O primeiro deles foram as revoluções industriais que sofremos. Com as mudanças tecnológicas, foi possível melhorar relações entre colaboradores e o setor industrial. Afinal, as indústrias foram responsáveis por ditar o sistema econômico de grandes potências. A busca por resultados e a relação homem-máquina nos mostra os poderes de uma organização conservadora.

O objetivo de obter bons resultados estratégicos afetou o significado de produtividade, criou a sede pelos lucros e elevou a força de trabalho a níveis altos na era industrial. Ou seja, as organizações deste período almejavam diminuir seus procedimentos, atingir suas metas e transformar o trabalhador em uma máquina. Com isso, tais entidades desumanizavam seus processos.

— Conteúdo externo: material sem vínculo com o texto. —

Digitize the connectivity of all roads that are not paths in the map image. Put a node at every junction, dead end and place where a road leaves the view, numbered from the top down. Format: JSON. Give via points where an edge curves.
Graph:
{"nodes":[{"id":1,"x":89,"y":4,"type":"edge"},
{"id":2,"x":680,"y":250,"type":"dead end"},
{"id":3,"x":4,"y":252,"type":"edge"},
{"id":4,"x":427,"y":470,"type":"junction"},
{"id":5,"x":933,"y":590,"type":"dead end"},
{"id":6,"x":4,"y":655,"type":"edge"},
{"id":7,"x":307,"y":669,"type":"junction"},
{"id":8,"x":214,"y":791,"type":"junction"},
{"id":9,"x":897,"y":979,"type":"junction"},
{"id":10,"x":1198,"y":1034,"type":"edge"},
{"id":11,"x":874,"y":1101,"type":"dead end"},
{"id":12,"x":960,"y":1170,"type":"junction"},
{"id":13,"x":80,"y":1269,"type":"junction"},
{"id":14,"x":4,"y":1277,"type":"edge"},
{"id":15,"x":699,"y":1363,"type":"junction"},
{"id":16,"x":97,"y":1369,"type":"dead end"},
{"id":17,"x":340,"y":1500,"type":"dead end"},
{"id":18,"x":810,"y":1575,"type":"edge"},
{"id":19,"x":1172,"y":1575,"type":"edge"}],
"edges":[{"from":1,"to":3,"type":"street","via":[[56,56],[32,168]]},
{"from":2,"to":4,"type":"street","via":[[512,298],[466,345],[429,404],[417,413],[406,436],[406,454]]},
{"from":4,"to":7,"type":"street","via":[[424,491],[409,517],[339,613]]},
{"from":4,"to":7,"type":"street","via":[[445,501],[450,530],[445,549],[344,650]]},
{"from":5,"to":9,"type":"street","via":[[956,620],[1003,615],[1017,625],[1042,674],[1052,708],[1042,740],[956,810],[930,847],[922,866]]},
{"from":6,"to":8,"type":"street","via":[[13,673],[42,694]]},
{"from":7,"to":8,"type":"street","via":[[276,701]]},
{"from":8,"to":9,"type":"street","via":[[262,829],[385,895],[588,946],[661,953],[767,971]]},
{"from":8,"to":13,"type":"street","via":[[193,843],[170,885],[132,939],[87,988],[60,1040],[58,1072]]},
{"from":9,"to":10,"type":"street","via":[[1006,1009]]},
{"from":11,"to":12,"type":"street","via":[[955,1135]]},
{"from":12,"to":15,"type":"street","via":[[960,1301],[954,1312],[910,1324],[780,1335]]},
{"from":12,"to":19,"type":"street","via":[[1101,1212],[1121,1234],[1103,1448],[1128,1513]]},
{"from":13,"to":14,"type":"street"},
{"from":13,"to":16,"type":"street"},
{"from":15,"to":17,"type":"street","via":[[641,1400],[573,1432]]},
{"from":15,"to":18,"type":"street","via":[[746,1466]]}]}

Foi durante esse período que as pirâmides organizacionais, as hierarquias entre os cargos e a maneira de ditar as regras em uma empresa se desenvolveram. As organizações da era industrial acompanhavam seu contexto, entregando resultados e se perdendo em alguns momentos, devido ao conservadorismo da época.

Marcada por muitas dificuldades, uma nova maneira de pensar se estabeleceu tempos depois. Com os avanços tecnológicos, as mudanças sociais e as novas oportunidades no mercado, constatou-se a necessidade de transformação. E, com isso, as metodologias contemporâneas surgiram para construir novos modelos.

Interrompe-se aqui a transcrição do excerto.